Ao viajar em busca do passado das estações ferroviárias, encontramos um retrato do Brasil

*Arquivo* BAURU, SP, 07.12.2020 - Estação de trem da cidade de Bauru, no interior do estado de São Paulo, de onde partia o trem da morte rumo a Corumbá (MS). (Foto: Eduardo Anizelli/Folhapress)
*Arquivo* BAURU, SP, 07.12.2020 - Estação de trem da cidade de Bauru, no interior do estado de São Paulo, de onde partia o trem da morte rumo a Corumbá (MS). (Foto: Eduardo Anizelli/Folhapress)

SÃO PAULO, SP (FOLHAPRESS) - Ao entrarmos no carro para revisitar a trajetória do Trem da Morte, nome dado ao trem de passageiros que ligava Bauru (SP) a Corumbá (MS) e que desde a década de 90 só transporta cargas, nosso foco era localizar antigas estações ferroviárias existentes no trecho e mostrar como elas estão e quais usos têm atualmente.

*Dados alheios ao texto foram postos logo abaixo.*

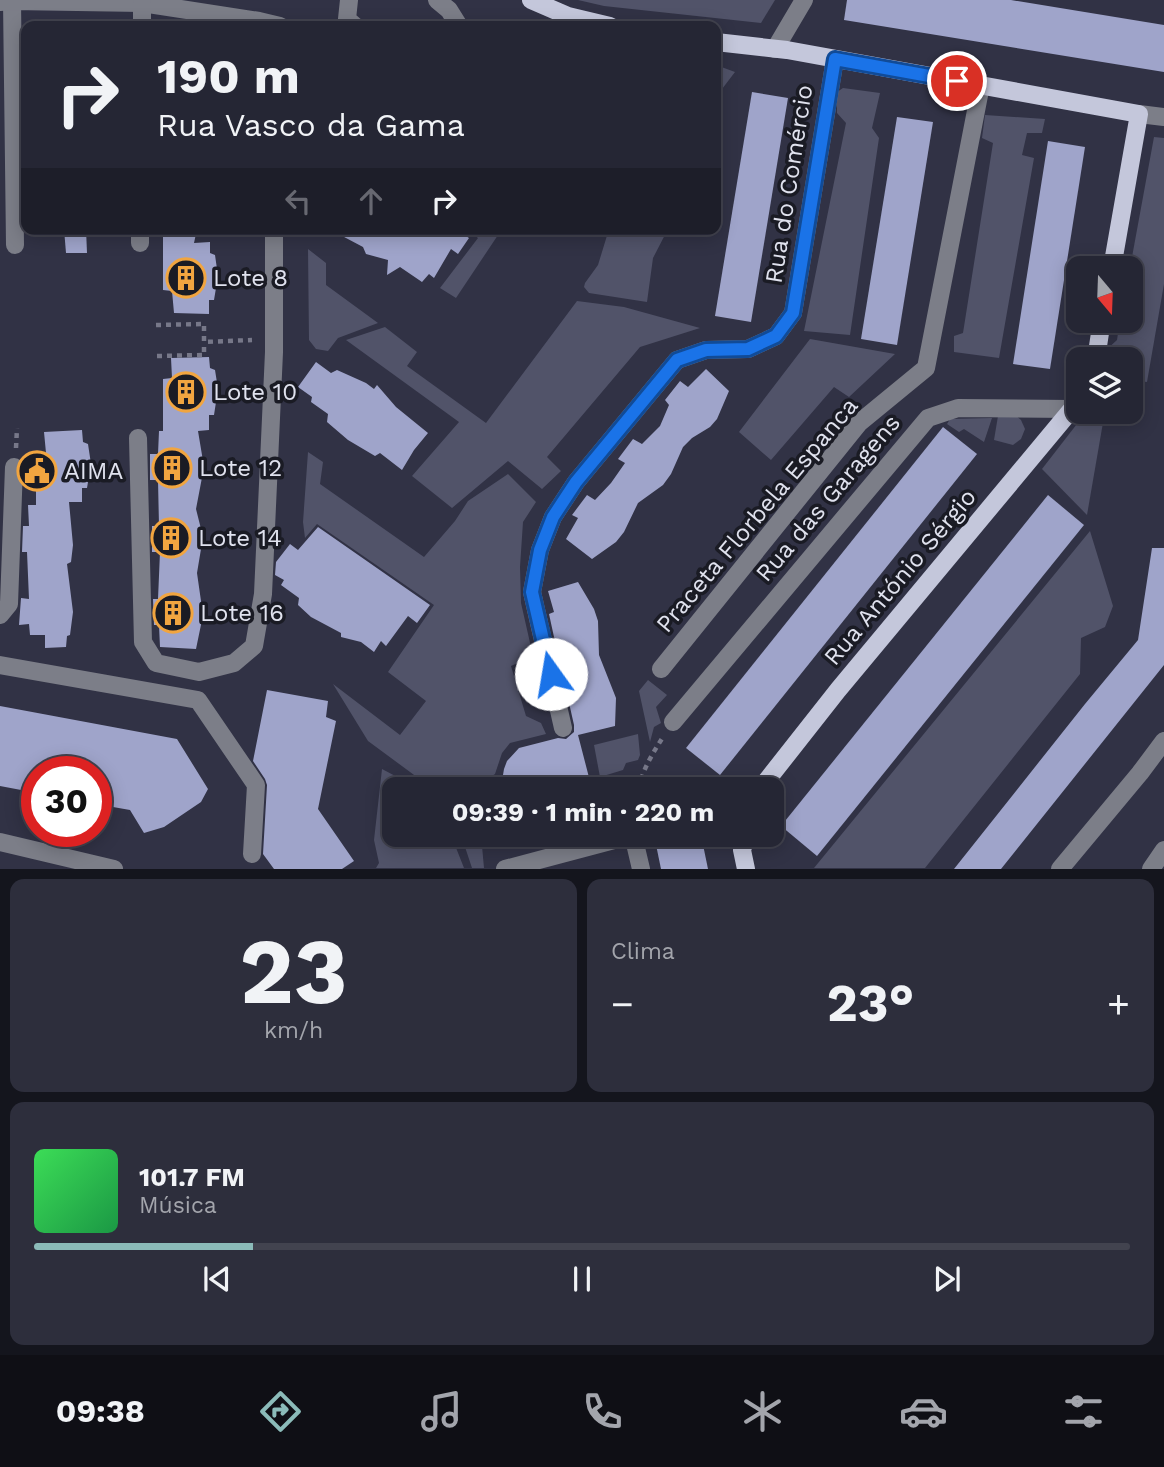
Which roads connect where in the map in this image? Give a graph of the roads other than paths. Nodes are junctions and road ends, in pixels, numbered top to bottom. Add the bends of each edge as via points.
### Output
1 (349, 0) edge
2 (437, 0) edge
3 (531, 0) edge
4 (804, 0) edge
5 (12, 1) edge
6 (0, 2) edge
7 (142, 3) junction
8 (142, 21) edge
9 (259, 21) edge
10 (349, 21) edge
11 (456, 21) edge
12 (586, 21) edge
13 (721, 42) edge
14 (775, 49) junction
15 (835, 59) junction
16 (981, 85) junction
17 (1139, 114) junction
18 (1164, 117) edge
19 (274, 235) edge
20 (15, 245) dead end
21 (1114, 256) edge
22 (1066, 403) edge
23 (1066, 414) edge
24 (138, 438) dead end
25 (15, 463) road end
26 (0, 615) edge
27 (0, 665) edge
28 (661, 669) dead end
29 (673, 722) road end
30 (564, 728) dead end
31 (1164, 741) edge
32 (770, 777) edge
33 (0, 842) edge
34 (743, 847) edge
35 (1164, 850) edge
36 (252, 854) dead end
37 (114, 869) edge
38 (505, 869) edge
39 (641, 869) edge
40 (746, 869) edge
41 (1060, 869) edge
42 (1151, 869) edge

1 - 10 street
2 - 11 street
3 - 12 main road
4 - 14 street
5 - 6 street
5 - 7 street
5 - 20 street
7 - 8 street
7 - 9 street
13 - 14 main road
14 - 15 main road
15 - 16 main road
15 - 30 street, Rua do Comércio via 793,313 776,336 748,349 706,350 677,360 576,482 553,517 540,550 532,592
16 - 17 main road
16 - 28 street, Praceta Florbela Espanca via 926,368 859,423
17 - 18 street
17 - 21 main road
19 - 24 street via 263,594 254,646 234,663 199,672 156,663 143,642
22 - 29 street, Rua das Garagens via 958,408 928,418
23 - 32 main road, Rua António Sérgio
25 - 26 street via 9,604
27 - 36 street via 198,700 257,785
31 - 41 street
33 - 37 street
34 - 40 main road
35 - 42 street
38 - 39 street via 633,835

Sabíamos que o cenário seria crítico, com ao menos 80 estações abandonadas, fechadas, em estado avançado de deterioração ou mesmo já demolidas —o último caso atinge ao menos três dezenas delas.

Mas não imaginávamos que em nossa busca pelo passado veríamos tantos problemas que incomodam o presente.

Foram, no total, mais de 3.000 quilômetros percorridos entre a capital paulista e a boliviana Puerto Quijarro —com incursões em muitas estradas de terra atrás de elos da antiga Estrada de Ferro Noroeste do Brasil—, em que encontramos problemas ambientais, sanitários, logísticos e tecnológicos.

O mais visível dos danos é a tragédia ambiental vivida no Pantanal, que segue registrando queimadas. Não no nível das de 2020, mas ainda de forma preocupante.

Na maior planície alagável do planeta, as marcas dos estragos eram visíveis, assim como foi a prolongada seca que atingiu a parte sul-matogrossense do bioma.

Onde antes havia água, só vimos vegetação. Em Corumbá, por exemplo, uma boiada caminhava calmamente num lugar que um dia abrigou o leito de um rio.

Os tuiuiús, aves que simbolizam o Pantanal, se agrupavam para disputar o pouco de água que restava em lagoas no trecho percorrido pela Folha.

Mas a forte seca e as marcas de fogo existentes em dezenas de áreas em municípios como Miranda, Aquidauana e Corumbá não foram a única chaga pantaneira.

Cortado pela rodovia BR-262, o Pantanal sofre com a abundância de mortes de animais, como pequenas capivaras e antas, especialmente à noite. Mas também fazem parte do cenário de vítimas queixadas, tamanduás, macacos, cervos e jacarés.

Conforme a estação final do Trem da Morte em Corumbá se aproximava, mais animais mortos eram verificados. Vimos ao menos três dezenas, principalmente tamanduás, macacos-pregos e capivaras. As placas que indicam a presença de animais de hábito noturno não estavam à toa ali.

A rota também mostrou como há estradas brasileiras ruins, a própria BR-262 é um exemplo, com falhas na sinalização de solo e locais sem acostamento, e como um país que fala em tecnologia 5G na telefonia ainda precisa fazer com que ao menos o 3G funcione de forma satisfatória em seu território.

Na ponta final do Trem da Morte, quando cruzamos a fronteira que separa Corumbá de Puerto Quijarro, não encontramos nenhum tipo de controle, seja ele relacionado à imigração ou à saúde, já que a ômicron batia à porta de todos. A passagem era totalmente liberada, em ambos os sentidos.

Nas ruas da cidade boliviana, uma cena que tem se tornado cada vez mais comum no Brasil: crianças e adultos pedindo dinheiro em semáforos ou vendendo panos de prato e sacos de lixo nas esquinas, em busca de uns trocados para sobreviver.

Voltamos com a reportagem e com a certeza de que, além de o país deixar o patrimônio ferroviário se desmanchar de forma catastrófica, o retrato do Brasil de fins de 2021 indicava um país entristecido, empobrecido e em processo de deterioração.